Action item: Copy out the entries below precisely; nothing is to be omitted.

Material for the task:
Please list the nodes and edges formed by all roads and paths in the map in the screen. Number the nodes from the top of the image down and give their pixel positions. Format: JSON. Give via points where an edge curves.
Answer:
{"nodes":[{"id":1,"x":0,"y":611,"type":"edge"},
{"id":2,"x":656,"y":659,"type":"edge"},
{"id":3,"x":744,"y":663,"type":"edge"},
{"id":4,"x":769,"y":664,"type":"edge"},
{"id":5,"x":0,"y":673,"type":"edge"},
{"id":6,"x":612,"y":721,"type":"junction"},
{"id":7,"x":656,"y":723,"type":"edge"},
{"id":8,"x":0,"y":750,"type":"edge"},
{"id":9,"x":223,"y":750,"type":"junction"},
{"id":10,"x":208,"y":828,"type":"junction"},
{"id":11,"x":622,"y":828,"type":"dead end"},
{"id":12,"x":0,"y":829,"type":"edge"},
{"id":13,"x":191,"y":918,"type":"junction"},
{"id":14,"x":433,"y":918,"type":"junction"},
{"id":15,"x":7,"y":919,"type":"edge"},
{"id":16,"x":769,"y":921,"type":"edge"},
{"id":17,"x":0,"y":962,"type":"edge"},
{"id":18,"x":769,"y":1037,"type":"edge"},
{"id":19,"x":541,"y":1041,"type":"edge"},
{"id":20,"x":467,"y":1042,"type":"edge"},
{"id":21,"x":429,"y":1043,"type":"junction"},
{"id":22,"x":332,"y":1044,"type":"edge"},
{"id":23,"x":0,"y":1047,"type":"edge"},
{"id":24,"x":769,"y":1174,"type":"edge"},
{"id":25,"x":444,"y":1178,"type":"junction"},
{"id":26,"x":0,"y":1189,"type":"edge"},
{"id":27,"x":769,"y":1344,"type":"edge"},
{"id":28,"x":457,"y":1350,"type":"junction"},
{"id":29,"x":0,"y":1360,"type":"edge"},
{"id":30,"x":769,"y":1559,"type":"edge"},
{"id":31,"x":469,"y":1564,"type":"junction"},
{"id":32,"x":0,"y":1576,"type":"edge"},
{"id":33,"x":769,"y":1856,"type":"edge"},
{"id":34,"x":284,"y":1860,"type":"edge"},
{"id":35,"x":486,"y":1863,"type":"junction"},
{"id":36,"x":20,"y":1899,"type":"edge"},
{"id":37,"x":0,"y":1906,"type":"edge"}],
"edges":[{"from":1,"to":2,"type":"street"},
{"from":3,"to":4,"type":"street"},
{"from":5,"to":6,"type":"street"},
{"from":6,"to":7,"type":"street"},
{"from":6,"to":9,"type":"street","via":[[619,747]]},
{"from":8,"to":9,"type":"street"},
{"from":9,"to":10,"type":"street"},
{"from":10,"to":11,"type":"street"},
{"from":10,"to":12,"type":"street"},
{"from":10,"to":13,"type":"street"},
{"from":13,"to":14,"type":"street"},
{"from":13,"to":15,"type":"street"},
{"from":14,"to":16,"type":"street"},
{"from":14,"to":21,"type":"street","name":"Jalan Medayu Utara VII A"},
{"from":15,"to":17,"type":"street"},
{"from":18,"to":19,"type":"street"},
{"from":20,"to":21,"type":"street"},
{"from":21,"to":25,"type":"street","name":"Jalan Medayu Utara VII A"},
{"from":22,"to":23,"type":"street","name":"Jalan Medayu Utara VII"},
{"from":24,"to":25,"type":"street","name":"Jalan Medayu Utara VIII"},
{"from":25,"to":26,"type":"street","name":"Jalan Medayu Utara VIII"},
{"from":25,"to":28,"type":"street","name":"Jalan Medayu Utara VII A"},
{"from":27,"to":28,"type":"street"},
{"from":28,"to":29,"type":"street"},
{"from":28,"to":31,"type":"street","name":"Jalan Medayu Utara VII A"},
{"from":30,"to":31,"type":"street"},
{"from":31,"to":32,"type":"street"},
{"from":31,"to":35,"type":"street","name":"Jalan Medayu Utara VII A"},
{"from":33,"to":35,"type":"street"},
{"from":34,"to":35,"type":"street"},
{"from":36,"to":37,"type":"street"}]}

Output below:
Please list the nodes and edges formed by all roads and paths in the map in the screen. Number the nodes from the top of the image down and give their pixel positions. Format: JSON. Give via points where an edge curves.
Answer:
{"nodes":[{"id":1,"x":0,"y":611,"type":"edge"},
{"id":2,"x":656,"y":659,"type":"edge"},
{"id":3,"x":744,"y":663,"type":"edge"},
{"id":4,"x":769,"y":664,"type":"edge"},
{"id":5,"x":0,"y":673,"type":"edge"},
{"id":6,"x":612,"y":721,"type":"junction"},
{"id":7,"x":656,"y":723,"type":"edge"},
{"id":8,"x":0,"y":750,"type":"edge"},
{"id":9,"x":223,"y":750,"type":"junction"},
{"id":10,"x":208,"y":828,"type":"junction"},
{"id":11,"x":622,"y":828,"type":"dead end"},
{"id":12,"x":0,"y":829,"type":"edge"},
{"id":13,"x":191,"y":918,"type":"junction"},
{"id":14,"x":433,"y":918,"type":"junction"},
{"id":15,"x":7,"y":919,"type":"edge"},
{"id":16,"x":769,"y":921,"type":"edge"},
{"id":17,"x":0,"y":962,"type":"edge"},
{"id":18,"x":769,"y":1037,"type":"edge"},
{"id":19,"x":541,"y":1041,"type":"edge"},
{"id":20,"x":467,"y":1042,"type":"edge"},
{"id":21,"x":429,"y":1043,"type":"junction"},
{"id":22,"x":332,"y":1044,"type":"edge"},
{"id":23,"x":0,"y":1047,"type":"edge"},
{"id":24,"x":769,"y":1174,"type":"edge"},
{"id":25,"x":444,"y":1178,"type":"junction"},
{"id":26,"x":0,"y":1189,"type":"edge"},
{"id":27,"x":769,"y":1344,"type":"edge"},
{"id":28,"x":457,"y":1350,"type":"junction"},
{"id":29,"x":0,"y":1360,"type":"edge"},
{"id":30,"x":769,"y":1559,"type":"edge"},
{"id":31,"x":469,"y":1564,"type":"junction"},
{"id":32,"x":0,"y":1576,"type":"edge"},
{"id":33,"x":769,"y":1856,"type":"edge"},
{"id":34,"x":284,"y":1860,"type":"edge"},
{"id":35,"x":486,"y":1863,"type":"junction"},
{"id":36,"x":20,"y":1899,"type":"edge"},
{"id":37,"x":0,"y":1906,"type":"edge"}],
"edges":[{"from":1,"to":2,"type":"street"},
{"from":3,"to":4,"type":"street"},
{"from":5,"to":6,"type":"street"},
{"from":6,"to":7,"type":"street"},
{"from":6,"to":9,"type":"street","via":[[619,747]]},
{"from":8,"to":9,"type":"street"},
{"from":9,"to":10,"type":"street"},
{"from":10,"to":11,"type":"street"},
{"from":10,"to":12,"type":"street"},
{"from":10,"to":13,"type":"street"},
{"from":13,"to":14,"type":"street"},
{"from":13,"to":15,"type":"street"},
{"from":14,"to":16,"type":"street"},
{"from":14,"to":21,"type":"street","name":"Jalan Medayu Utara VII A"},
{"from":15,"to":17,"type":"street"},
{"from":18,"to":19,"type":"street"},
{"from":20,"to":21,"type":"street"},
{"from":21,"to":25,"type":"street","name":"Jalan Medayu Utara VII A"},
{"from":22,"to":23,"type":"street","name":"Jalan Medayu Utara VII"},
{"from":24,"to":25,"type":"street","name":"Jalan Medayu Utara VIII"},
{"from":25,"to":26,"type":"street","name":"Jalan Medayu Utara VIII"},
{"from":25,"to":28,"type":"street","name":"Jalan Medayu Utara VII A"},
{"from":27,"to":28,"type":"street"},
{"from":28,"to":29,"type":"street"},
{"from":28,"to":31,"type":"street","name":"Jalan Medayu Utara VII A"},
{"from":30,"to":31,"type":"street"},
{"from":31,"to":32,"type":"street"},
{"from":31,"to":35,"type":"street","name":"Jalan Medayu Utara VII A"},
{"from":33,"to":35,"type":"street"},
{"from":34,"to":35,"type":"street"},
{"from":36,"to":37,"type":"street"}]}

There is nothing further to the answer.